Alant

Inula helenium

Wildpflanze essbar
12 Fotos

Alant ist eine bis zu 2 Meter hohe Wildpflanze mit großen gelben Blüten. Die Wurzel wird seit Jahrhunderten in der Volksheilkunde genutzt.

Portrait

Der Alant als Heilpflanze in der Volksmedizin

Der Alant gilt seit der Antike vor allem als gutes Hustenmittel!  Medizinisch verwendet werden vor allem die Wurzeln von Alantpflanzen, die noch keinen Stängel getrieben haben. Man bereitet daraus sowohl eine Tinktur, die Alanttinktur, als auch einen Tee

Man kann sie frisch und getrocknet verwenden. Für den Trocknungsvorgang werden die Wurzeln in Scheiben geschnitten. 

Der genaue Wirkeffekt der "Brustwurzel", wie der Alant vom Volksmund bezeichnet wird, konnte bis jetzt noch nicht geklärt werden. Vermutlich sind es die ätherischen Öle, die den auswurffördernden und leicht krampflösenden Effekt haben. Wie bei vielen Heilpflanzen ist auch beim Alant die Dosis entscheidend. Größere Mengen eingenommen erzeugen sein heilmedizinisches Gegenteil: Erbrechen, Durchfall, Krämpfe, sogar Lähmungen!

Aber gering dosiert haben ihn bereits Dioskurides und Plinius gegen Husten, Krämpfe und Magenschwäche empfohlen. Plinius erwähnt, dass Livia, die zur Zeit Jesu die Gattin des Augustus war, ihn täglich aß und dabei 88 Jahre alt wurde.

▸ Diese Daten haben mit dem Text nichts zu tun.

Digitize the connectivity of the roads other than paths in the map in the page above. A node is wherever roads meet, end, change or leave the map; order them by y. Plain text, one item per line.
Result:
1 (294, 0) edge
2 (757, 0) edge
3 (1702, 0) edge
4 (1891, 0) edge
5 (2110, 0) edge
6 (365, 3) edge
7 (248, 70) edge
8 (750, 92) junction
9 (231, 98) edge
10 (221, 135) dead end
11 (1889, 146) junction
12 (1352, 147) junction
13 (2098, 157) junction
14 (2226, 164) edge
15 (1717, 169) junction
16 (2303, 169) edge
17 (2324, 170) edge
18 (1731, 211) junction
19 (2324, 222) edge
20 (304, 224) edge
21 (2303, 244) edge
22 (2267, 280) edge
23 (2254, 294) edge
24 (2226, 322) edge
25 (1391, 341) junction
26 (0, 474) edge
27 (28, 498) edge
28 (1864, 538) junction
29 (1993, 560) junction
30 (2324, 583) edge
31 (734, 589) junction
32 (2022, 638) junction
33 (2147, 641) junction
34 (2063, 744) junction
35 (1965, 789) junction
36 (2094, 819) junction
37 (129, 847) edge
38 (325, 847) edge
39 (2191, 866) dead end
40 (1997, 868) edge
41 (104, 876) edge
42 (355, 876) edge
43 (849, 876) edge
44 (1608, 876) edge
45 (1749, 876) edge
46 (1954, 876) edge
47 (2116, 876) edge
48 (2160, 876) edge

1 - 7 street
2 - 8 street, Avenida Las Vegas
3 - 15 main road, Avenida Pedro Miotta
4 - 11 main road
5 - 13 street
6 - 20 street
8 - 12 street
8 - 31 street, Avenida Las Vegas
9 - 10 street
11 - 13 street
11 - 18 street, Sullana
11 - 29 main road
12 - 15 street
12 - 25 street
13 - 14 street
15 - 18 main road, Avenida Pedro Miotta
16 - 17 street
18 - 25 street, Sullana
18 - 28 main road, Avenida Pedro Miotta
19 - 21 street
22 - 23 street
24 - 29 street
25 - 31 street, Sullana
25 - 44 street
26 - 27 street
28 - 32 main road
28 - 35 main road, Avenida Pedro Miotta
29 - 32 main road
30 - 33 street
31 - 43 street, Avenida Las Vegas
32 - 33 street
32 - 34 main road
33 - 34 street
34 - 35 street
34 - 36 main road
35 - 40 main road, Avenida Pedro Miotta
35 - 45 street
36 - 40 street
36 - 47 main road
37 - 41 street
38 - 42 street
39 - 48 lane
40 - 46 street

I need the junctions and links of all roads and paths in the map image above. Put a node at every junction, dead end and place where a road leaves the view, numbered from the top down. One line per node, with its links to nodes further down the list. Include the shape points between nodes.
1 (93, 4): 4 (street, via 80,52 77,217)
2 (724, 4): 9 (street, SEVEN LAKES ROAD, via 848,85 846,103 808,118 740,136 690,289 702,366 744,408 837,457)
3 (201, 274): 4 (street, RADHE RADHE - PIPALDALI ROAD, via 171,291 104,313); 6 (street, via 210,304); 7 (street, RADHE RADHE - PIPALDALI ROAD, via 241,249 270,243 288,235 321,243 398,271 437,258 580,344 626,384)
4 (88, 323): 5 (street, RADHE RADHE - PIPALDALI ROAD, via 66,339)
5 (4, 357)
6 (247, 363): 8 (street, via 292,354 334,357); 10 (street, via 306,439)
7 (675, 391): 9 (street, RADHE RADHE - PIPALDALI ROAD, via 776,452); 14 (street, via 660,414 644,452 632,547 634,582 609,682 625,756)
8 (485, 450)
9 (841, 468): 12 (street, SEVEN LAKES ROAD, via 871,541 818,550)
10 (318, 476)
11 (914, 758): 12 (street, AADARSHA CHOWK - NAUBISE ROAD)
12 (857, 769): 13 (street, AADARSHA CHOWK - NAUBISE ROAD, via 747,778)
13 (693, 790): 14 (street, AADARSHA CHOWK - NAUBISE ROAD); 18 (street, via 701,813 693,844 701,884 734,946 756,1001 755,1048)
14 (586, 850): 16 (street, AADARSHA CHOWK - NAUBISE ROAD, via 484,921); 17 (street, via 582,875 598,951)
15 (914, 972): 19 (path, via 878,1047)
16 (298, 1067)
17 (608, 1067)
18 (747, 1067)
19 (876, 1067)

Auch bei Hildegard von Bingen war der Alant eine hochgeschätzte Heilpflanze, die besonders in Form von Alantwein, für den sie allerdings die Blätter des Alants empfahl, als Allheilmittel galt.

In Siebenbürgen und im Spreewald wurde der Alant bei Bronchialbeschwerden als Tabak geraucht. 

 

Alantwurzel als Räucherwerk

Alantwurzeln, die beim Trocknen in Scheiben geschnitten werden, entwickeln einen intensiven, balsamischen, erhebenden, luftigen Duft. Alantwurzel zählt nicht ohne Grund zu den beliebtesten  Räucherstoffen Mitteleuropas!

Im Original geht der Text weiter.